I am currently tracking the local data for where I live to get an idea of risk level for me personally.
The model is simple, total population, reported infections (not sure if I want to try adjusting for under reporting or not but should be a simple effort mechanically even if putting a number to it isn’t) and some estimate of how many people I might “interact” with on a daily basis.
The formula was the one posted on MR for calculating the probability of someone in a conference of size X being infected. Not quite the same but don’t mind having an over stated risk.
One thing I’m wondering about is how to estimate the number of people in “the conference”. This has to be the number of people I might randomly cross paths with that could transfer the virus to me. Since some of the risk then comes from being in public places, such as a grocery store, I’m wondering how best to think about that setting.
One way would be to think about the average daily shoppers and workers at the store. Another might be the number of people I am waiting in line with and passing in the isles. Clearly the two will be significantly different.
I’m also not thinking about any cumulative impact here—not probability of infection in the next 3 month (or even interacting with someone infected over that period which is actually the calculation I am doing) but what does today look like.
Would be interested in thoughts those here have.
Comments
1. Any estimate is likely to be very inaccurate. Also there are fat tails. There might be one very infectious person there such that you actually have a very high risk of infection in this case. A single point estimate of risk throws away a lot of information. What would be better would be a Bayesian type probability density.
2. This may be the wrong question. Given in Iceland for example half the infected showed no symptoms, it is important to consider the risk that you may infect other people.
3. (total) Risk (across the crowd) goes up approximately with the square of the number of people in the crowd.
4. This is somewhat analogous to the situation with STDs. It is not just the number of people you interact with, but the number of people they have interacted with, and the number they have interacted with. The rather disconcerting image with STDs is that you are actually in bed with maybe 1,000 people; similarly here you are actually in a room with who knows how many people.
5. Also take into account that in many situations at present, there is a bias to the people you are going to interact with. In any given bar or conference, the risk averse, careful people will be staying at home. The risk-blind careless reckless people will be over-represented. E.g. the people who attended Chinese New Year gatherings in NYC.
6. You need to update the calculation on a daily basis.
7. I think that with viral diseases the initial viral load is important because it greatly affects how long your body has to mount a defense against the disease. No idea how to model this. There are also differences in individual vulnerability etc.

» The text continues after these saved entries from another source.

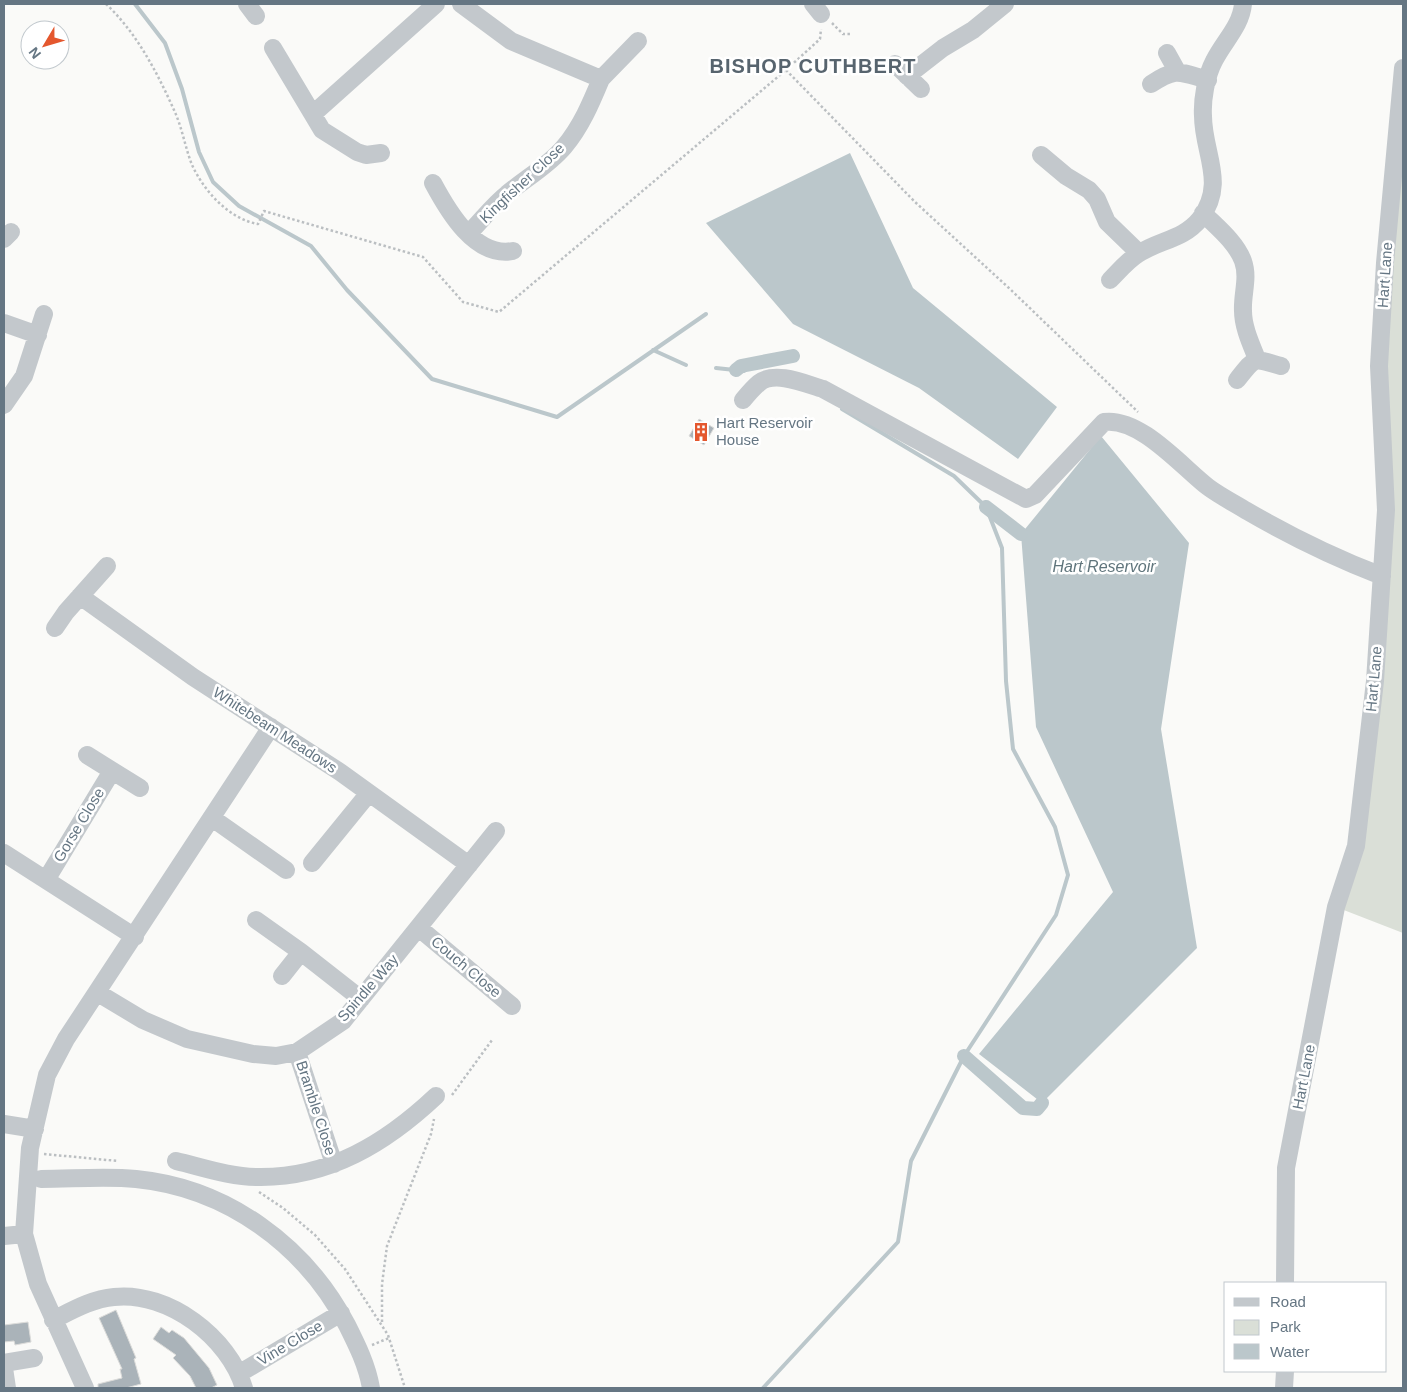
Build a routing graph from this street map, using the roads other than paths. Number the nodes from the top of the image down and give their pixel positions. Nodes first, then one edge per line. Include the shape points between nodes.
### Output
1 (436, 4) edge
2 (460, 4) edge
3 (1005, 4) edge
4 (1243, 4) edge
5 (638, 41) dead end
6 (273, 48) dead end
7 (1167, 53) dead end
8 (1403, 68) edge
9 (1177, 71) junction
10 (601, 79) junction
11 (1208, 80) junction
12 (1151, 84) dead end
13 (921, 89) dead end
14 (313, 114) junction
15 (381, 153) dead end
16 (1041, 155) dead end
17 (433, 183) dead end
18 (1204, 213) junction
19 (469, 233) junction
20 (513, 251) dead end
21 (1139, 253) junction
22 (1110, 280) dead end
23 (44, 314) dead end
24 (4, 323) edge
25 (38, 335) junction
26 (1257, 359) junction
27 (1281, 366) dead end
28 (1237, 380) dead end
29 (743, 400) dead end
30 (4, 405) edge
31 (107, 566) dead end
32 (1382, 576) junction
33 (80, 596) junction
34 (55, 628) dead end
35 (271, 727) junction
36 (87, 755) dead end
37 (112, 771) junction
38 (140, 788) dead end
39 (369, 793) junction
40 (212, 818) junction
41 (496, 831) dead end
42 (4, 853) edge
43 (312, 863) dead end
44 (469, 865) junction
45 (286, 870) dead end
46 (46, 880) junction
47 (256, 920) dead end
48 (419, 928) junction
49 (135, 937) junction
50 (301, 952) junction
51 (282, 976) dead end
52 (98, 993) junction
53 (360, 999) junction
54 (512, 1006) dead end
55 (297, 1052) junction
56 (443, 1097) road end
57 (4, 1124) edge
58 (34, 1129) junction
59 (176, 1161) dead end
60 (334, 1164) junction
61 (41, 1178) dead end
62 (24, 1234) junction
63 (4, 1236) edge
64 (1285, 1282) edge
65 (340, 1313) junction
66 (53, 1320) junction
67 (34, 1358) dead end
68 (4, 1363) edge
69 (4, 1368) edge
70 (1285, 1372) edge
71 (242, 1381) edge
72 (7, 1388) edge
73 (86, 1388) edge
74 (371, 1388) edge
75 (1284, 1388) edge

1 - 14 street
2 - 10 street via 511,41
3 - 13 street via 974,30 901,70
4 - 11 street via 1235,30 1213,63
5 - 10 street, Kingfisher Close
6 - 14 street
7 - 9 street
8 - 32 street, Hart Lane via 1379,366 1386,510
9 - 11 street
9 - 12 street
10 - 19 street, Kingfisher Close via 591,103 563,148 506,194
11 - 18 street via 1202,116 1214,171
14 - 15 street via 322,130 339,143 366,155
16 - 21 street via 1066,176 1090,190 1107,222
17 - 19 street, Kingfisher Close via 451,216
18 - 21 street via 1188,231
18 - 26 street via 1243,261 1246,276 1242,310
19 - 20 street, Kingfisher Close via 493,250
21 - 22 street
23 - 25 street
24 - 25 street
25 - 30 street via 24,376
26 - 27 street
26 - 28 street
29 - 32 street via 760,382 770,378 823,389 1026,499 1035,495 1104,422 1116,420 1148,436 1210,489 1259,518 1337,559
31 - 33 street
32 - 64 street, Hart Lane via 1356,846 1336,908 1286,1168
33 - 34 street
33 - 35 street, Whitebeam Meadows via 192,677
35 - 39 street, Whitebeam Meadows
35 - 40 street
36 - 37 street, Gorse Close
37 - 38 street, Gorse Close
37 - 46 street, Gorse Close
39 - 43 street
39 - 44 street, Whitebeam Meadows
40 - 45 street
40 - 49 street
41 - 44 street, Spindle Way
42 - 46 street, Gorse Close
44 - 48 street, Spindle Way
46 - 49 street, Gorse Close
47 - 50 street
48 - 53 street, Spindle Way
48 - 54 street, Couch Close
49 - 52 street
50 - 51 street
50 - 53 street
52 - 55 street, Spindle Way via 143,1020 187,1039 268,1055
52 - 58 street via 66,1039 47,1075
53 - 55 street, Spindle Way via 343,1021
55 - 60 street, Bramble Close
56 - 60 street, Bramble Close via 367,1150
57 - 58 street
58 - 62 street
59 - 60 street, Bramble Close via 256,1177 284,1176
61 - 65 street via 136,1179 185,1189 215,1200 244,1214 274,1235 324,1288
62 - 63 street
62 - 66 street via 38,1284
65 - 71 street, Vine Close
65 - 74 street via 360,1350
66 - 71 street via 92,1301 116,1296 145,1299 192,1319 227,1355
66 - 73 street
67 - 68 street
69 - 72 street
70 - 75 street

8. You might also take into account the flow on effects. If you get infected, how many people will ultimately get infected as a result, similarly if you infect someone, how many people will ultimately be infected.
Here is my attempt
IR: Reported infections in NY 20k, I assume that the true number is 2X, 10X or 20X that. So the rate is about 20k/9M = 0.002 (reported) 0.004 2X, 0.020 10X, 0.04 20X
B: Bias for people attending a gathering, maybe 2X 5X or 10X more risk-loving than the average.
PT: Chance of transmission 1% 2% or 5% if you come into contact with people
If a gathering has X people that you come into contact with then the risk of infection is
1 - (1 - IR*B*PT)^X
and the risk of infecting someone else would be similar.
I sum across all combinations of the estimates. Note do the formula above for each combination and then average the results. Do not average then do the formula—this is wrong because of the nonlinearity.
Plugging this into a simple spreadsheet (Guaranteed to be wrong—use at your own risk https://drive.google.com/file/d/15Qdwqcjg-4g3Kn4r7hFH-BlRGrq80Wpt/view?usp=sharing) I get
#People ⇒ Risk to me
10 ⇒ 5%
100 ⇒ 27%
1000 ⇒ 66%
10000 ⇒ 95%
This is most sensitive to the higher factors above and to the numbers of people. But even with low factors, with large numbers it is bad.